Es curioso cómo la muerte nos revela lo más esencial de la vida. Al ritmo de Dirty Dream Number Two, o la pista 9 de aquel CD, decidí no escoger el camino profesional que me estaban señalando. No quería despertarme un día con cuarenta años y preguntarme qué he hecho con mi vida. Ahora que ya he superado esa cifra, sé que no me equivoqué.

La muerte te une y te revela manías, supersticiones y frivolidades, tanto del que se va como de quienes se quedan. Desde el “a mí que no me entierren, a ver si me despierto” hasta quien desayuna cada día conversando con la urna de cenizas de su hermano. “Perdonen que no me levante”, dijo Groucho Marx.

Una vez me contaron de alguien con poca familia que, en sus últimas voluntades, señaló la iglesia donde quería su entierro, añadiendo: “a las ocho me viene bien”.

Una de mis mejores amigas ahora niega haber dicho, en una conversación adolescente de nuestra época hooligan, que quería que esparcieran sus cenizas por el estadio del Valencia.

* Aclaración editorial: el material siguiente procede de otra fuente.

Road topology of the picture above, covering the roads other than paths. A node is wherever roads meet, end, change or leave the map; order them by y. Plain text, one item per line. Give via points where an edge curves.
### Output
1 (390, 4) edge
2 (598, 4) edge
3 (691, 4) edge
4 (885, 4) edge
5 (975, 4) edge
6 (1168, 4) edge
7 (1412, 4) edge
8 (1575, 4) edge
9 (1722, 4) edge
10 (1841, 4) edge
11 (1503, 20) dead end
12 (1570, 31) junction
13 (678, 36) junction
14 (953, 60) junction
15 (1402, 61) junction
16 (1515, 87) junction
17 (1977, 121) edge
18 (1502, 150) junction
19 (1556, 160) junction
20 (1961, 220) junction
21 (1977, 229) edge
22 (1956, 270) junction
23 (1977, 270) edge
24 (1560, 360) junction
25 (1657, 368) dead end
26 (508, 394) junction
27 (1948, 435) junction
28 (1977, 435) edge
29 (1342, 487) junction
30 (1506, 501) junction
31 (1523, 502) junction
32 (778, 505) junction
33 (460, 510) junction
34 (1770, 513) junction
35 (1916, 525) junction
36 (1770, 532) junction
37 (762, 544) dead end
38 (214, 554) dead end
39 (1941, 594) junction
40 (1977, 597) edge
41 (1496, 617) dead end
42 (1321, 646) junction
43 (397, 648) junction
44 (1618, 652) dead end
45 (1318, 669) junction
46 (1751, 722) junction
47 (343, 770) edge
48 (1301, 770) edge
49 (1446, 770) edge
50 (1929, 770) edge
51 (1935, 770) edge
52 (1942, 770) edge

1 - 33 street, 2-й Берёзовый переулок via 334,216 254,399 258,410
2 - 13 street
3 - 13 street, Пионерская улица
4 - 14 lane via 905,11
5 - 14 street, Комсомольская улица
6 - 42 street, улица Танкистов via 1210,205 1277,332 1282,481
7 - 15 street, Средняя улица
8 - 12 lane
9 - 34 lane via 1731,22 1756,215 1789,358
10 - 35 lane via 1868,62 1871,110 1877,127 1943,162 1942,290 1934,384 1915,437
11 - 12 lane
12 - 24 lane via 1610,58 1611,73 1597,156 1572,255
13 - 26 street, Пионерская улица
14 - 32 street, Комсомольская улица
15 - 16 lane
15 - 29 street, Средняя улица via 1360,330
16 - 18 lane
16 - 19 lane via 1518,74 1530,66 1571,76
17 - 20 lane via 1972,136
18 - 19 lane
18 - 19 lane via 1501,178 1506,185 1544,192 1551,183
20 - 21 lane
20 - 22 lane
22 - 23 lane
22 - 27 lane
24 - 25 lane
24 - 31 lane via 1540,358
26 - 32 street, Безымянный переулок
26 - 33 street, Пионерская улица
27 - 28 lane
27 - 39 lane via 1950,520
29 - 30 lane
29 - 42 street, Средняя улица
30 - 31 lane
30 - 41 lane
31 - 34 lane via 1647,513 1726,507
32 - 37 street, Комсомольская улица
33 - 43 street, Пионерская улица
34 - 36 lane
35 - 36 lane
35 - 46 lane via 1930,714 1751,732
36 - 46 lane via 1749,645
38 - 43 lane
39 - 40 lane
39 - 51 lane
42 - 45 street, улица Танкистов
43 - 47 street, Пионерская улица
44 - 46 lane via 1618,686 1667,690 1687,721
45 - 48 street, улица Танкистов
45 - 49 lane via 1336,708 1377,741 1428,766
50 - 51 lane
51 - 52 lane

Por algún motivo, de niños hablamos sin pudor de muchos temas que evitamos de mayores.

Uno de los momentos más terribles —y a la vez más cómicos— es cuando la empleada de cara tristísima lee, con tono de fotocopiadora, poemas de San Agustín. Y se te ocurre que ese recitar anónimo será lo último que escuche el alma de tu familiar.

O cuando la funeraria te enseña el catálogo para elegir cómo quieres que tu ser querido haga su último viaje. ¿Optarás por algo sencillo y económico, o lo envolverás en terciopelos y madera de roble como a los mejores vinos?

Hace poco perdimos a un familiar cercano, y recordé —mientras comentaban la disposición del nicho familiar como quien reparte las literas en un campamento de verano— que incluso en los momentos más tristes y solemnes hay sitio para la comicidad. Porque la muerte y el humor van de la mano. Eros y Tánatos, sonrisas y lágrimas.

Deseando que elijáis la mejor banda sonora para vuestro último adiós, os recuerdo que My way ya se la ha pillado mi madre.